Welp, I aerated this area today and topdressed it. Here are some before pics. Should be all filled in by the end of the month. I'm pretty happy with my results. Still haven't seen temps above 85 so not bad.


----------



## Iriasj2009 (Feb 15, 2017)

It's been 13 weeks since I sprigged. HOC .3 inches. I hardly mow anything off (sprigged section) since I've been applying pgr. It is still spreading and I probably have 80-90%coverage. 









This picture shows off its actual color.


----------



## SGrabs33 (Feb 13, 2017)

Looks great! It's a great representation of the power of Bermuda, even when PGR is applied.


----------



## Iriasj2009 (Feb 15, 2017)

SGrabs33 said:


> Looks great! It's a great representation of the power of Bermuda, even when PGR is applied.
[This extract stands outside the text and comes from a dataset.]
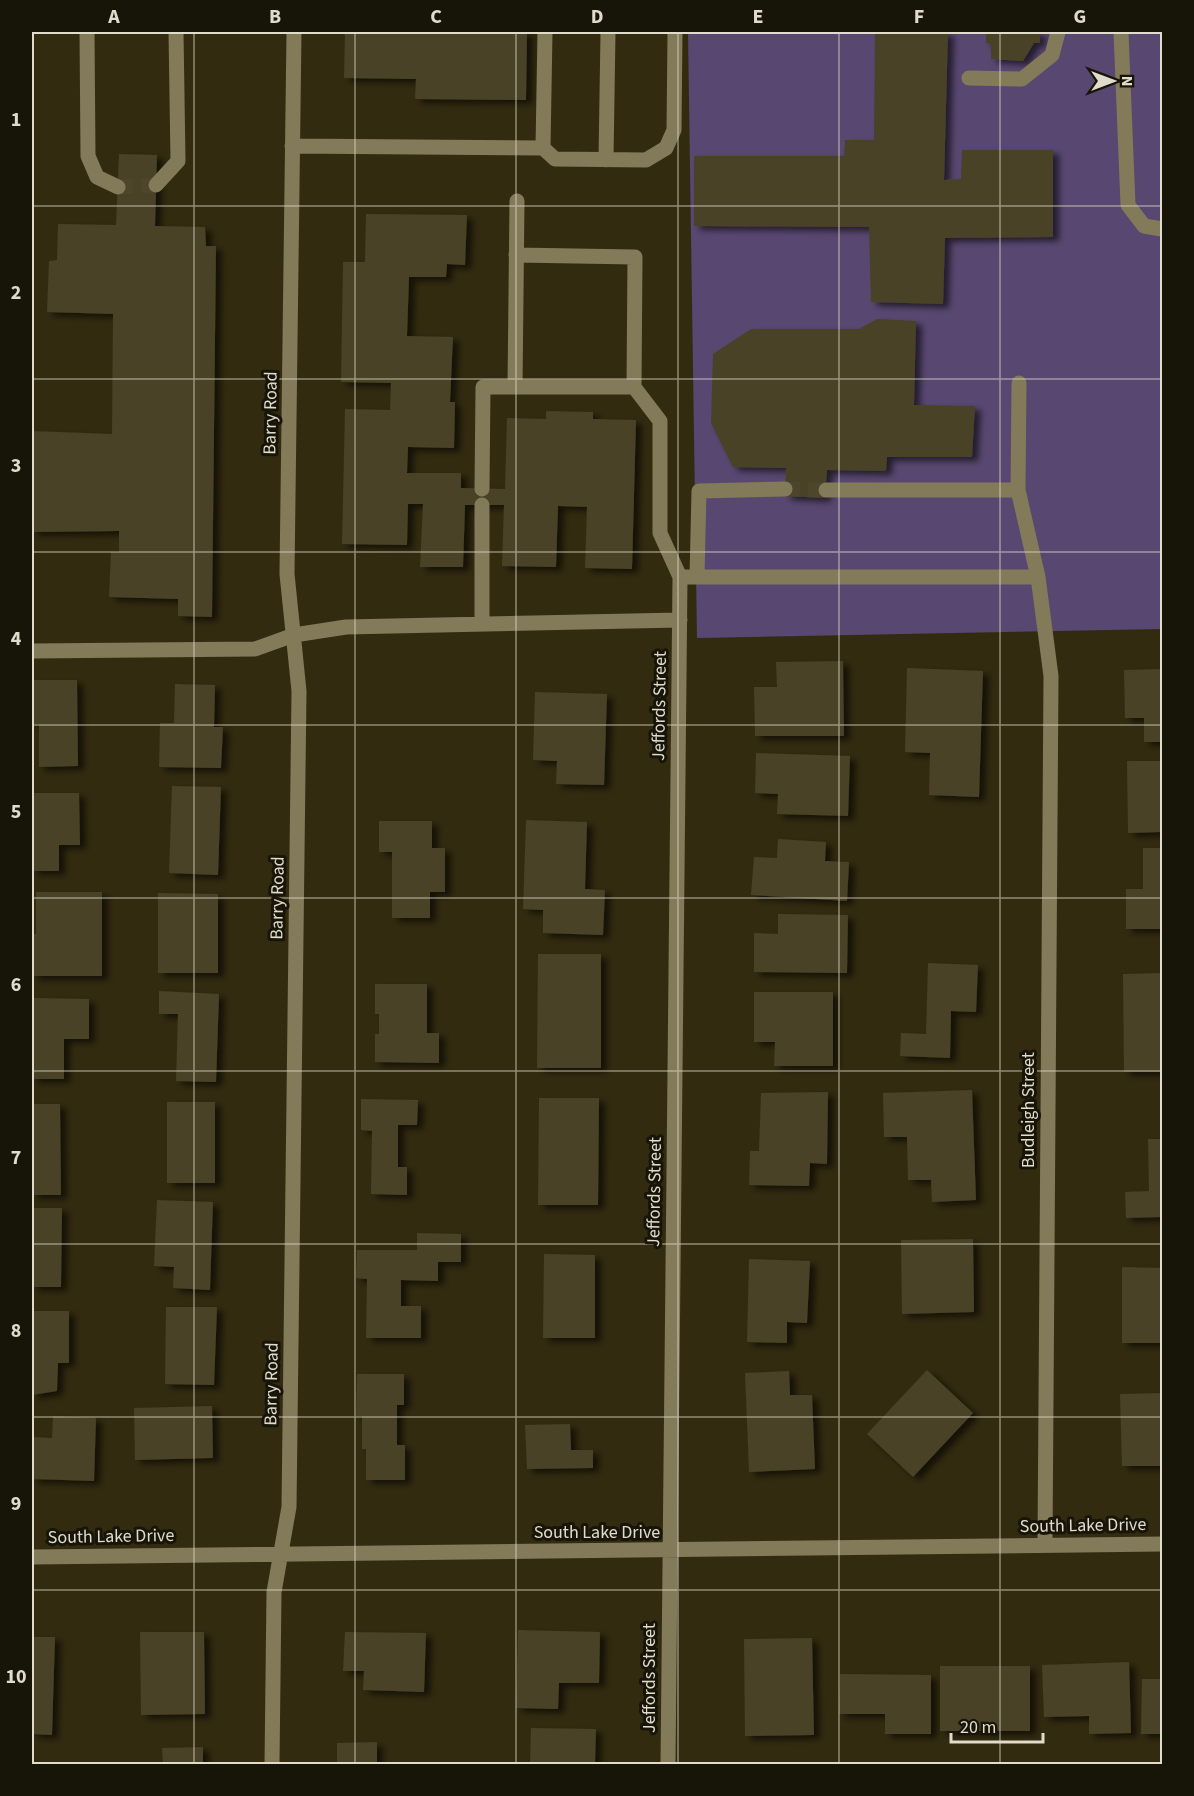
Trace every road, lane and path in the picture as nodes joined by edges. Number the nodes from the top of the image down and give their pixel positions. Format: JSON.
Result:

Thanks! I've used pgr on tifway 2 months after sprigging and it did great. However, my celebration isn't liking the pgr so much. It tends to get an off color. The rest of the lawn looks fine compared to the young sprigs. I figured I'd share.


----------



## MrMeaner (Feb 21, 2017)

So PGR's on celebration work at a much lower dose then Tif or other Hybrids and could possibly be why its yellowing...may want to double check the dose\amount of Primo your applying and cut down the rate for the sprigged areas. Not trying to tell you what to do just a suggestion  :thumbup:


----------



## Iriasj2009 (Feb 15, 2017)

MrMeaner said:


> So PGR's on celebration work at a much lower dose then Tif or other Hybrids and could possibly be why its yellowing...may want to double check the dose\amount of Primo your applying and cut down the rate for the sprigged areas. Not trying to tell you what to do just a suggestion  :thumbup:


Thanks for the heads up but I found this out last year after my bermuda turned a real off color. Then those sod solution videos confirmed it. I actually sprayed at .2oz/1ksqft and the only areas that seemed to not like it were the sprigged/young ones. I'm thinking in using .1oz/1ksqft on the whole lawn every other week and see how it does. How's your celebrating looking?!!! I actually raised my HOC yesterday to .42" and will ultimately raise it to .5" this season.


----------



## Mightyquinn (Jan 31, 2017)

Coming along nicely Iriasj!!!! It's interesting how the PGR effects the Celebration so differently from Tifway.

What's the tray of grass for?

Why are you raising your HOC?

Just curious is all


----------



## J_nick (Jan 28, 2017)

Mightyquinn said:


> Coming along nicely Iriasj!!!! It's interesting how the PGR effects the Celebration so differently from Tifway.
> 
> What's the tray of grass for?
> 
> ...


The tray is some grass he illegally brought over the border :shock: some kind of Zoysia


----------



## Iriasj2009 (Feb 15, 2017)

J_nick said:


> Mightyquinn said:
> 
> 
> > Coming along nicely Iriasj!!!! It's interesting how the PGR effects the Celebration so differently from Tifway.
> ...


+1 :shock: im really liking it. The zoysia is soft, thick and the color is my favorite part.


----------



## Iriasj2009 (Feb 15, 2017)

Mightyquinn said:


> Coming along nicely Iriasj!!!! It's interesting how the PGR effects the Celebration so differently from Tifway.
> 
> What's the tray of grass for?
> 
> ...


Thanks! Yea, celebration is a different beast. I'm raising the HOC because of the thick runners that it is sending out. I think once it develops a mature root system, I'll be able to maintain it shorter.


----------